▸ **Problem to work on**: Using the data below, return every line that holds the word "paths".
##### Records for this task
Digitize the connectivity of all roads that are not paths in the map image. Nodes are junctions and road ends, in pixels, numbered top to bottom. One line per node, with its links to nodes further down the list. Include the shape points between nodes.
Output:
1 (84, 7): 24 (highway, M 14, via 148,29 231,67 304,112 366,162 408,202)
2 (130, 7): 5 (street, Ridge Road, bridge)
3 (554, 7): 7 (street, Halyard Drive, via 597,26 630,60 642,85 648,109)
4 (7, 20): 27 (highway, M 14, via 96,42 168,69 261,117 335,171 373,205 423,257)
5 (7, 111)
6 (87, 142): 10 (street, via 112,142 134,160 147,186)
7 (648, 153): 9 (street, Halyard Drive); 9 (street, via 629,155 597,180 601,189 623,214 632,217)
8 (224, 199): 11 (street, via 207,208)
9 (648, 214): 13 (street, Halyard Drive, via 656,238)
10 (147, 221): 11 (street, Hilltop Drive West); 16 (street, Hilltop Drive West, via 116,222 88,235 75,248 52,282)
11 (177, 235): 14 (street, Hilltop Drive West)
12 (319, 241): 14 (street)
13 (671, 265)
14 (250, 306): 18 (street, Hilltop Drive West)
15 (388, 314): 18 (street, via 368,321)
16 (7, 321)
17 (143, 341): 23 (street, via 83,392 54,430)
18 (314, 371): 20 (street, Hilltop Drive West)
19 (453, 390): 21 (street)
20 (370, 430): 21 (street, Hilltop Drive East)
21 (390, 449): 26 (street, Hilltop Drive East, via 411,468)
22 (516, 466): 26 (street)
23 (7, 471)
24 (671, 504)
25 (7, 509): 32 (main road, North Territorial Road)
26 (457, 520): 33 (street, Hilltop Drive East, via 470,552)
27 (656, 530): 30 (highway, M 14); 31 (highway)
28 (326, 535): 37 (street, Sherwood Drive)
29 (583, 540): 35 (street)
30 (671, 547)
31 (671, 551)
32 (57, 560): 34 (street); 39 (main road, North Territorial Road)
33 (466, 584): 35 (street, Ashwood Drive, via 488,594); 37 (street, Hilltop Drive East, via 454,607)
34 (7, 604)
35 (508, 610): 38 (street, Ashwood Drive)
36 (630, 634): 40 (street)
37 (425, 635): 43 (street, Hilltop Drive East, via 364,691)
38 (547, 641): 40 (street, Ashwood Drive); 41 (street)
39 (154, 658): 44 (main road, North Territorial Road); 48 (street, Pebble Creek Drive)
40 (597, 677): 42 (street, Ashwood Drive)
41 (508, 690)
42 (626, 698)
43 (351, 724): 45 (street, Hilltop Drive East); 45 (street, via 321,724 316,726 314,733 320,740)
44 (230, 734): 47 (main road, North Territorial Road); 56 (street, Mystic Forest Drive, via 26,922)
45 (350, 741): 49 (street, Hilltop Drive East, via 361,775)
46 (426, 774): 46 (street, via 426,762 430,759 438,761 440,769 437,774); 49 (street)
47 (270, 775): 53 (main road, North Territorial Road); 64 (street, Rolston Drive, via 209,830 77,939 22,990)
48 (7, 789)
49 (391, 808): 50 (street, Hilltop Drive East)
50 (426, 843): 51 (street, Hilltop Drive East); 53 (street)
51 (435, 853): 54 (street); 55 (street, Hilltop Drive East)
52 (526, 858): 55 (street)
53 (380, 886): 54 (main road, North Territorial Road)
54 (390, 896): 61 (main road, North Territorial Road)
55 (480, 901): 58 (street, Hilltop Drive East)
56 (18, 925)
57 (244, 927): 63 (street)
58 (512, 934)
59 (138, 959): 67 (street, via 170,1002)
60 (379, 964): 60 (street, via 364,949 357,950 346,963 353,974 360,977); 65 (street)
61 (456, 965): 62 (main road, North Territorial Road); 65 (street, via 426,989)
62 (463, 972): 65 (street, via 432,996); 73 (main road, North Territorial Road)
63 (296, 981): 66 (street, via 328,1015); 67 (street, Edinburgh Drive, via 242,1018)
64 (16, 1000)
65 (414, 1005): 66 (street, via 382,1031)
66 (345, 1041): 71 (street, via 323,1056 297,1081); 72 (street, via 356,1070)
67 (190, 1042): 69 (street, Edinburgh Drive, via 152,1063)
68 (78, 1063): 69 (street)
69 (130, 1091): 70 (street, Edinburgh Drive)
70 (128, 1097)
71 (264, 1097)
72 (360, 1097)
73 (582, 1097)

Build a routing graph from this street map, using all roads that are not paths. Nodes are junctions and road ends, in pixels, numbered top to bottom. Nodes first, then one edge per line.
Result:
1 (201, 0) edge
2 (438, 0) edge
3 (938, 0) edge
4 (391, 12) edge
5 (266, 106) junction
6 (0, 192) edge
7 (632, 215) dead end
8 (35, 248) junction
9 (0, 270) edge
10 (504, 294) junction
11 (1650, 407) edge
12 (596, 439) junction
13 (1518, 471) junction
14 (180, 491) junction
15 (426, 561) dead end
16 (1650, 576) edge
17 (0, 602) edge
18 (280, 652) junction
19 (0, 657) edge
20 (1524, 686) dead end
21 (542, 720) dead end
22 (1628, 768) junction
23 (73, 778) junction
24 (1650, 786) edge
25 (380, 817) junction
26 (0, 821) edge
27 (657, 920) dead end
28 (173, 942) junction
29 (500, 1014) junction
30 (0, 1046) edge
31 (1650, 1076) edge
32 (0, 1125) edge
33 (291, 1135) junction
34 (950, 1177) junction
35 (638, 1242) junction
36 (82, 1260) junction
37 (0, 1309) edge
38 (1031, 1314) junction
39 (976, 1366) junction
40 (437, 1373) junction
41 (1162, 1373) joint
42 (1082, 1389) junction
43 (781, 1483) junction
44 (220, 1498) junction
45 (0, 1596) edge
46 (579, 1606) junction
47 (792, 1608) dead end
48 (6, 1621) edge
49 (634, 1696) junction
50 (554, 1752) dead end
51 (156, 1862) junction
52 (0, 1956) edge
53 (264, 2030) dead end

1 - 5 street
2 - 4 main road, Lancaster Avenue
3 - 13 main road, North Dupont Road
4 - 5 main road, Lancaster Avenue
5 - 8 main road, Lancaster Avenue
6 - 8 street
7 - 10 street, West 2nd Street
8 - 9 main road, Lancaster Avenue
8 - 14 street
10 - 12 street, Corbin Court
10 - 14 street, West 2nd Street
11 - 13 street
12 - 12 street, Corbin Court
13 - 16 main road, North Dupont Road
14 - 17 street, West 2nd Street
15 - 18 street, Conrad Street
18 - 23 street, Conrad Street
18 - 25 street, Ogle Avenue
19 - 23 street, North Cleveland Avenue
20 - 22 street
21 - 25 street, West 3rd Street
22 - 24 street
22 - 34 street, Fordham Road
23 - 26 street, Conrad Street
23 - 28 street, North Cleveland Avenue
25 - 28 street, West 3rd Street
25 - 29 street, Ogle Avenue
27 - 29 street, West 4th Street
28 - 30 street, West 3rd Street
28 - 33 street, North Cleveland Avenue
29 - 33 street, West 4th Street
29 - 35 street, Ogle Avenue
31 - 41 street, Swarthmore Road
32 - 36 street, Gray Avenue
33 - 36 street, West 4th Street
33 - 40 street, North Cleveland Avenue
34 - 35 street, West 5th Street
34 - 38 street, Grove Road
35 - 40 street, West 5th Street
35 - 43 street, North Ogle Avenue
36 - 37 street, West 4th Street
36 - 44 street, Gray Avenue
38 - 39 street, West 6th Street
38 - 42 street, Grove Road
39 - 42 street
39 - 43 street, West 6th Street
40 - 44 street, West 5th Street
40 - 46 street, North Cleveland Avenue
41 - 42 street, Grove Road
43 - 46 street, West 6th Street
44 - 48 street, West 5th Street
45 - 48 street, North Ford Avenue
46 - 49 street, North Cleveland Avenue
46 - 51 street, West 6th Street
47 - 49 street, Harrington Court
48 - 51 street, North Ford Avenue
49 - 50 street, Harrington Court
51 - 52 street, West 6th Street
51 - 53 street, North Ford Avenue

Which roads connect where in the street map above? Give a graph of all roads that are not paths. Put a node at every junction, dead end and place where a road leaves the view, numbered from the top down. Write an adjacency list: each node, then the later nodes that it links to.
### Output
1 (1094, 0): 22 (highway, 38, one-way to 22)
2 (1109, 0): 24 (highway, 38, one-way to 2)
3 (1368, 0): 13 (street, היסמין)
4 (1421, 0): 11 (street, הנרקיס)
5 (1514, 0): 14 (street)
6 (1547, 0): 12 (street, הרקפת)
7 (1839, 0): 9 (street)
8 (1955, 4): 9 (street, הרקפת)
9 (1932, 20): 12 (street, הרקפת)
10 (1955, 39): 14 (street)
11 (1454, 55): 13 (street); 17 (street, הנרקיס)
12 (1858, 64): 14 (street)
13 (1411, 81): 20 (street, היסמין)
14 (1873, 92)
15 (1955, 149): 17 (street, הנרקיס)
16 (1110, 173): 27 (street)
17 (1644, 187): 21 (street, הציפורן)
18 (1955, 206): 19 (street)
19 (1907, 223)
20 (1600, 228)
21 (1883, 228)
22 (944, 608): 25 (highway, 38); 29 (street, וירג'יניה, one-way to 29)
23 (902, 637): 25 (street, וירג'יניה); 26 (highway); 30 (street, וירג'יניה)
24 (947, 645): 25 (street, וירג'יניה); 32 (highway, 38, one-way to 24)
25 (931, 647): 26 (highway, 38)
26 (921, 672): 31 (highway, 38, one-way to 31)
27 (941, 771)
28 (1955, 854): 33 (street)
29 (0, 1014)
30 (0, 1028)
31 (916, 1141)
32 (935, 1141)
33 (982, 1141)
##########
▸ **Task response**:
Digitize the connectivity of all roads that are not paths in the map image. Nodes are junctions and road ends, in pixels, numbered top to bottom. One line per node, with its links to nodes further down the list. Include the shape points between nodes.
Build a routing graph from this street map, using all roads that are not paths. Nodes are junctions and road ends, in pixels, numbered top to bottom. Nodes first, then one edge per line.
Which roads connect where in the street map above? Give a graph of all roads that are not paths. Put a node at every junction, dead end and place where a road leaves the view, numbered from the top down. Write an adjacency list: each node, then the later nodes that it links to.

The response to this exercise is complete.